Lo spirito missionario deve sempre contraddistinguerci, seguendo la sollecitazione che la cananea rivolge verso Gesù e verso la chiesa primitiva: i poveri – a qualunque popolo appartengano – sono un locus teologicus irrinunciabile per una Chiesa-in-uscita (Evangelii gaudium).
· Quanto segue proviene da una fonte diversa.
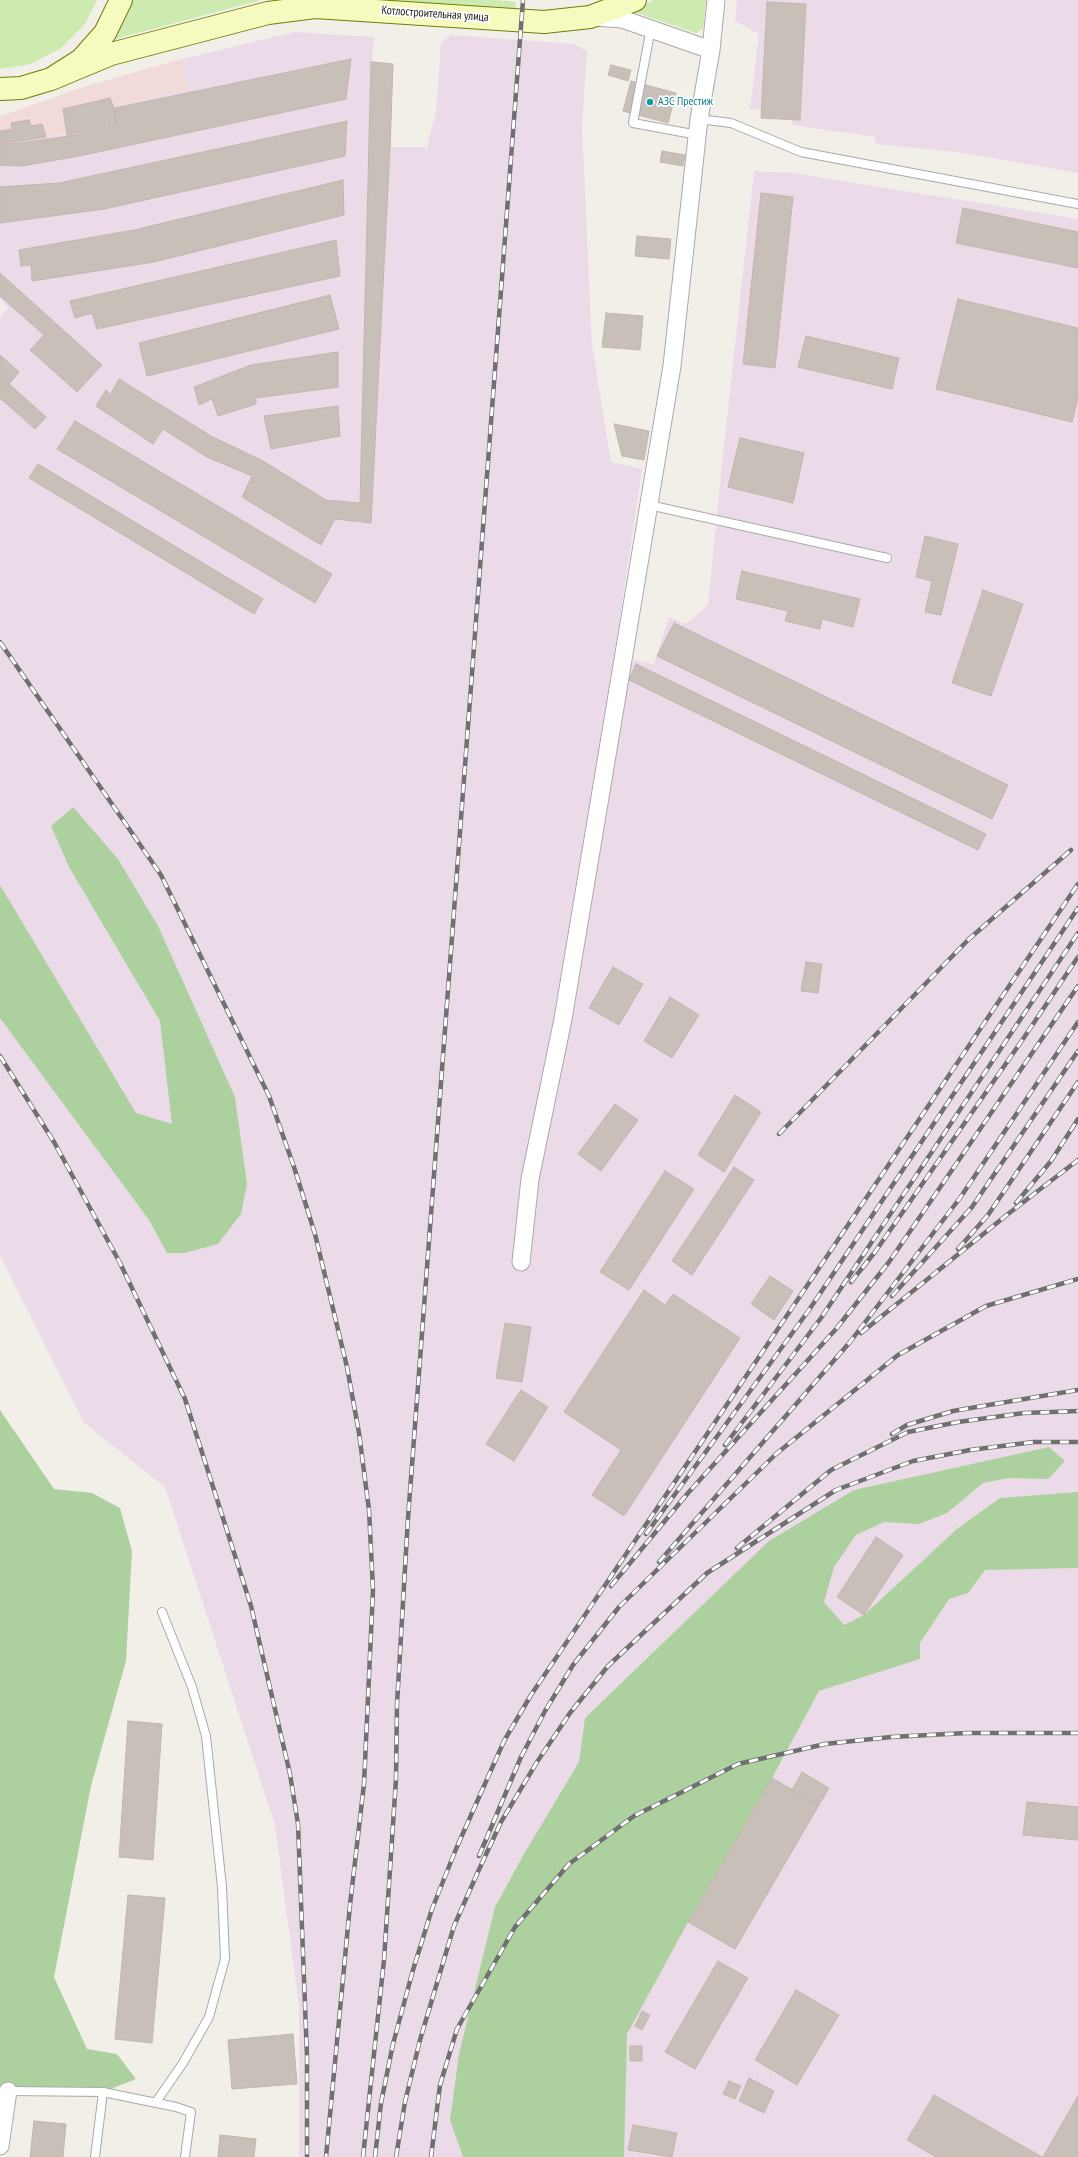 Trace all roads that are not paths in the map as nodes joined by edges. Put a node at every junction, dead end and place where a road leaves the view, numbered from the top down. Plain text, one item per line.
1 (121, 0) edge
2 (635, 0) edge
3 (716, 0) edge
4 (590, 17) junction
5 (651, 28) junction
6 (711, 50) junction
7 (51, 79) junction
8 (10, 89) edge
9 (0, 95) edge
10 (699, 127) junction
11 (1078, 204) edge
12 (649, 505) junction
13 (887, 558) dead end
14 (521, 1262) dead end
15 (162, 1612) dead end
16 (8, 2091) joint
17 (103, 2092) junction
18 (156, 2102) junction
19 (0, 2146) edge
20 (95, 2157) edge
21 (185, 2157) edge

1 - 7 main road
2 - 4 main road, Котлостроительная улица
3 - 6 street
4 - 5 street
4 - 7 main road, Котлостроительная улица
5 - 6 street
5 - 10 lane
6 - 10 street
7 - 8 main road
8 - 9 main road
10 - 11 lane
10 - 12 street
12 - 13 lane
12 - 14 street
15 - 18 lane
16 - 17 lane
16 - 19 street
17 - 18 lane
17 - 20 lane
18 - 21 lane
Non si è preti solo della chiesa locale ma della Chiesa intera. A tal riguardo, Padre Giorgio ha incentivato a vivere questa verità attraverso gli “erasmus missionari” per i seminaristi. In questo modo per ognuno si aprirebbe un mondo nuovo da poter scoprire ed evangelizzare. Sono tipologie di esperienze che hanno lasciato dei segni indelebili in tanti figure di missionari. Padre Giorgio ci ha proposto la figura di Padre Ezechiele Ramin, un sacerdote missionario comboniano ucciso a 32 anni in Amazzonia, tra gli Indios, per difendere i loro diritti. Il suo sangue ha fecondato quella terra con nuove vocazioni missionarie tra tanti ragazzi. Padre Ezechiele è solo una delle tante figure di sacerdoti missionari martiri che hanno offerto la loro vita per quanti sono nell’indigenza. Il loro sacrificio rimane imperituro nella storia perché come affermava Tertulliano “il sangue dei martiri è il seme dei nuovi cristiani”.